Our determination of the constitutionality of denying Jay a face-to-face confrontation with Brad is guided by Coy v. Iowa, 487 U.S. 1012, 108 S.Ct. 2798, 101 L.Ed.2d 857 (1988). Coy was charged with sexually assaulting two thirteen-year-old girls while they were camping out in the backyard of the house next door to him. The procedure used by the trial court was to place a large screen between him and the witness stand during the girls' testimony. The screen enabled the defendant to see the victim witnesses but they could not see him at all. The United States Supreme Court held that this screening procedure violated the defendant's constitutional right to a face-to-face confrontation guaranteed under the Sixth Amendment, absent individualized findings that these thirteen-year-old witnesses needed special protection while testifying. Coy, 487 U.S. at ----, 108 S.Ct. at 2803, 101 L.Ed.2d at 867. The generalized import of section 910A.14 to protect child victims was insufficient to withstand Coy

's constitutional challenge as it affected him. Id. On remand our court held it could not find that the error involving Coy's constitutional rights was harmless beyond a reasonable doubt. Accordingly, the case was reversed and remanded for a new trial. State v. Coy, 433 N.W.2d 714, 715 (Iowa 1988).

In conceptualizing the protection afforded by the Confrontation Clause, the Supreme Court emphasized the importance of a defendant's right to physically face those who testify against him.

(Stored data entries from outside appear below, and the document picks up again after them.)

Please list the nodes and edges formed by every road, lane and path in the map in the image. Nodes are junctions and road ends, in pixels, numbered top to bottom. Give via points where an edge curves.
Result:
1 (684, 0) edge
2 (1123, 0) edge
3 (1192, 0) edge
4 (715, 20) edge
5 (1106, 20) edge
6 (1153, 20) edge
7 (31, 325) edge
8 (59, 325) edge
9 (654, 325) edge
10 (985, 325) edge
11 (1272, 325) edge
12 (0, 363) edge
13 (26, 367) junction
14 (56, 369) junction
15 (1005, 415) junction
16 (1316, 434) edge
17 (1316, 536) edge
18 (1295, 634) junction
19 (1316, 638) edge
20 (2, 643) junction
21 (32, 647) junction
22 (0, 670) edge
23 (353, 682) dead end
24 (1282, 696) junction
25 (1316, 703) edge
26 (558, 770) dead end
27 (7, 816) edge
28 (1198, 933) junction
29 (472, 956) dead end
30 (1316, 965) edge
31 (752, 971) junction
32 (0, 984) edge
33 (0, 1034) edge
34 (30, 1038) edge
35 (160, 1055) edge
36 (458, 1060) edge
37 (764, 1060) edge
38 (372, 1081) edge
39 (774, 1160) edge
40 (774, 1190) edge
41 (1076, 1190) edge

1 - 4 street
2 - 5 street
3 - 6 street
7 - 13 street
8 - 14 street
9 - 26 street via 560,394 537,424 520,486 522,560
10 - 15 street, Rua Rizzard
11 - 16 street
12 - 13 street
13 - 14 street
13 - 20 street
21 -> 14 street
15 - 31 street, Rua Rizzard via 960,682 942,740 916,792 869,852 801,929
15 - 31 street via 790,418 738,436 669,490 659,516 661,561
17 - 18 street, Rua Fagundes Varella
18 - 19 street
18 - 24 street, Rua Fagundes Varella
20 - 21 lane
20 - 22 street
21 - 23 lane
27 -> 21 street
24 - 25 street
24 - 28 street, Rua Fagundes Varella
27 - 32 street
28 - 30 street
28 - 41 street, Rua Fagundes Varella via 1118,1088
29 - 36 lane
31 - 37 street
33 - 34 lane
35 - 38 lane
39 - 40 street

Even so, the Court found that the Confrontation Clause does not compel a witness to fix his eyes upon the defendant. Coy, 487 U.S. at ----, 108 S.Ct. at 2802, 101 L.Ed.2d at866. He may studiously look elsewhere, but the trier of fact will draw its own conclusions. The Court further confirmed that the rights conferred by the Confrontation Clause are not absolute, and may give way to other important interests. Id.

The Court reserved judgment, however, on whether any exceptions exist to the right of face-to-face confrontation, stating "[w]hatever they may be, they would surely be allowed only when necessary to further an important public policy." Id. at ----, 108 S.Ct. at 2803, 101 L.Ed.2d at 867. Justice O'Connor, joined by Justice White, expanded on this thought in her concurring opinion:

The protection of child witnesses is, in my view and in the view of a substantial majority of the States, just such a policy. The primary focus therefore likely will be on the necessity prong. I agree with the Court that more than the type of generalized legislative finding of necessity present here is required. But if a court makes a case-specific finding of necessity, as is required by a...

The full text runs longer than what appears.